Once the amended law is in place registered political parties will be able to receive state funding for operations as well as for registration and regulation. This amendment to the Representation of the People Act (ROPA) is part of the recommendations presented to Parliament by the Electoral Commission of Jamaica in 2013. Their recommendations included to register political parties that intended to contest any electoral polls. Political parties that are in receipt of state funding will however be required to provide annual financial reports that are produced by independent public accountants for submission to the Electoral Commission of Jamaica. Sums approved by Parliament toward the funding of registered political parties are to be equally distributed among the parties that qualify for assistance from the public purse.

Not all Parliamentarians were in agreement with the current proposal and one vocal opponent was Everard Warmington who protested that this is tantamount to using “poor peoples money” to fund political campaigns. While this objection speaks to the understanding held by Mr. Warmington about the intention of the bill, it also points to a generally held attitude among Jamaicans that political parties do not deserve state funding as they are capable of financing themselves. The bill is still being debated by Parliament so it is a wait and see at this time.

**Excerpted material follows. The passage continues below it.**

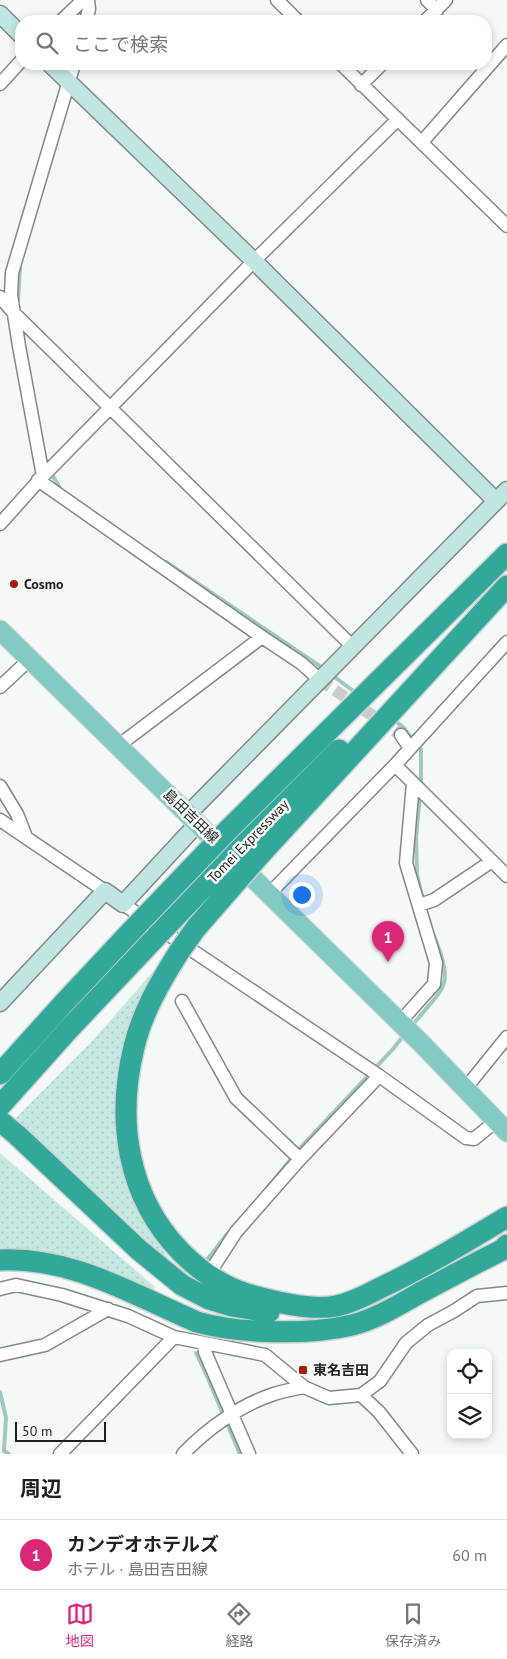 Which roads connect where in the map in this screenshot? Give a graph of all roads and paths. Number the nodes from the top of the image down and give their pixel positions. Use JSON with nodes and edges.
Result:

Jamaica's political landscape is changing and more efforts are now being made to address matters of corruption and accountability. Jamaicans are increasingly becoming aware of their rights and are demanding a greater level of accountability from their political representatives. The proposal to finance party operations from state funds is not however sitting comfortably in the public domain as persons are still dissatisfied with the performance of political parties regarding constituency and people needs. No accountability mechanism is currently in place that mandates political parties to report to the population what they have done with financing they have received. The proposed amendment to the ROPA is designed to strengthen accountability among political parties. In a tight fiscal space, however, it is inconceivable that the Government of Jamaica can afford another line item in its budget. It is apparent that the provision of state funding to political parties is one of the government's priorities, or at least this is an important action right now for which the state is willing to pay. It is only a matter of time before Jamaica will truly benefit from this change in the political culture.